Iriset wrinkles her whole face, and it feels funny, so she does it harder. She must make a noise, as Eliri twists to look at her. “Iriset doesn’t want to make this array, doesn’t want to put the Holy Design in place, but is, to save lives here.”

“It will destroy them down the line, so that’s a wash when it comes to goodness,” Iriset argues listlessly.

“Reductive, too.”

Iriset snorts. Points to Eliri.

“Then why do it?” the chimera wonders.

“It’s hard to care more about the abstract someday people who establishing the Holy Design will kill than the people living right now who will die if I don’t and the array remains untethered.

” Iriset takes a deep breath. That’s only partly true.

“I’m still trying to figure out my obligation to the future.

The moon is stuck above the holy city then, so does that mean I must make it happen?

The Holy Design exists, and I understand how it works, so must I enact it?

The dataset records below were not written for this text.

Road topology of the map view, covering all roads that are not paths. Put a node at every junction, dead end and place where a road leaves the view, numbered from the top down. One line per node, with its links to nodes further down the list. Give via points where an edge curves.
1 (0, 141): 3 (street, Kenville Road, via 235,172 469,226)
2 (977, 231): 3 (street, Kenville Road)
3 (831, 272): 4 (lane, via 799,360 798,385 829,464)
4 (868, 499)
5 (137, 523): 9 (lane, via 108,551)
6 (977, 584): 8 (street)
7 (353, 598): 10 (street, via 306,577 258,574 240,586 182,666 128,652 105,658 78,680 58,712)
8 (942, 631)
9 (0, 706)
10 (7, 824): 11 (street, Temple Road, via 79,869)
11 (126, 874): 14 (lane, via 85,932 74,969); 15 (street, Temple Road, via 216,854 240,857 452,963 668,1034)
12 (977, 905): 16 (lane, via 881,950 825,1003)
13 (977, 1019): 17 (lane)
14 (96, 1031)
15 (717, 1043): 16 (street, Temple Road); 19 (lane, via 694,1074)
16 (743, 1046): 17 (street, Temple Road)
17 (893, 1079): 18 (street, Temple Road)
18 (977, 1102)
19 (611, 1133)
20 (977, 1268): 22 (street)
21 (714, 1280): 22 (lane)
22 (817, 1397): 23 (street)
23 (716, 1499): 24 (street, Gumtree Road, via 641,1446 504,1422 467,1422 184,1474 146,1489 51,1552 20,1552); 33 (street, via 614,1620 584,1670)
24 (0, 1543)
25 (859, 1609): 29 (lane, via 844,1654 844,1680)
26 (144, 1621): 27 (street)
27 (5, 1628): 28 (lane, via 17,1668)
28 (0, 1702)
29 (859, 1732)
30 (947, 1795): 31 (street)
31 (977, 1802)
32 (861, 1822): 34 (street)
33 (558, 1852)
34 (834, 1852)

Ugh.” Iriset takes her hand back and presses both heels of her palms into her eyes.

It hurts the left eye more. “Are the people the empire will kill already dead because I lived through it, lived after it? Or are they alive again because they haven’t been born?

Is changing anything even possible, or have I already changed everything?

Is it murder to prevent the miran from appearing?

They don’t exist yet, but if I actively try to keep them from being born, is that genocide?

They will commit various forms of genocide in the next four hundred years, so is erasing them stopping genocide? ”

“Eliri sees,” Eliri says, taking Iriset’s wrists and pulling them off her face. Iriset’s vision is blurry, and not only from pressure. “Sees Iriset welcome too much weight onto Iriset’s shoulders.”

“Eliri is the one who claims to be too heavy,” Iriset says.

Eliri lets go of Iriset. In the starlight, Eliri’s gray eyes are more washed than usual, her black hair tarnished rusty-red. The tips of her quartz teeth show when she smiles sadly. “Eliri would gladly put down this weight, if there were a way.”

There’s something so heavy, indeed, in Eliri’s voice that Iriset angles her gaze back to the sky. The night breeze is not as cold as it was a few days ago. Maybe spring is coming. The gauzy clouds keep crawling nearer to Aharté’s moon.

And then Iriset wonders if she’s ever even wanted to believe in anything at all.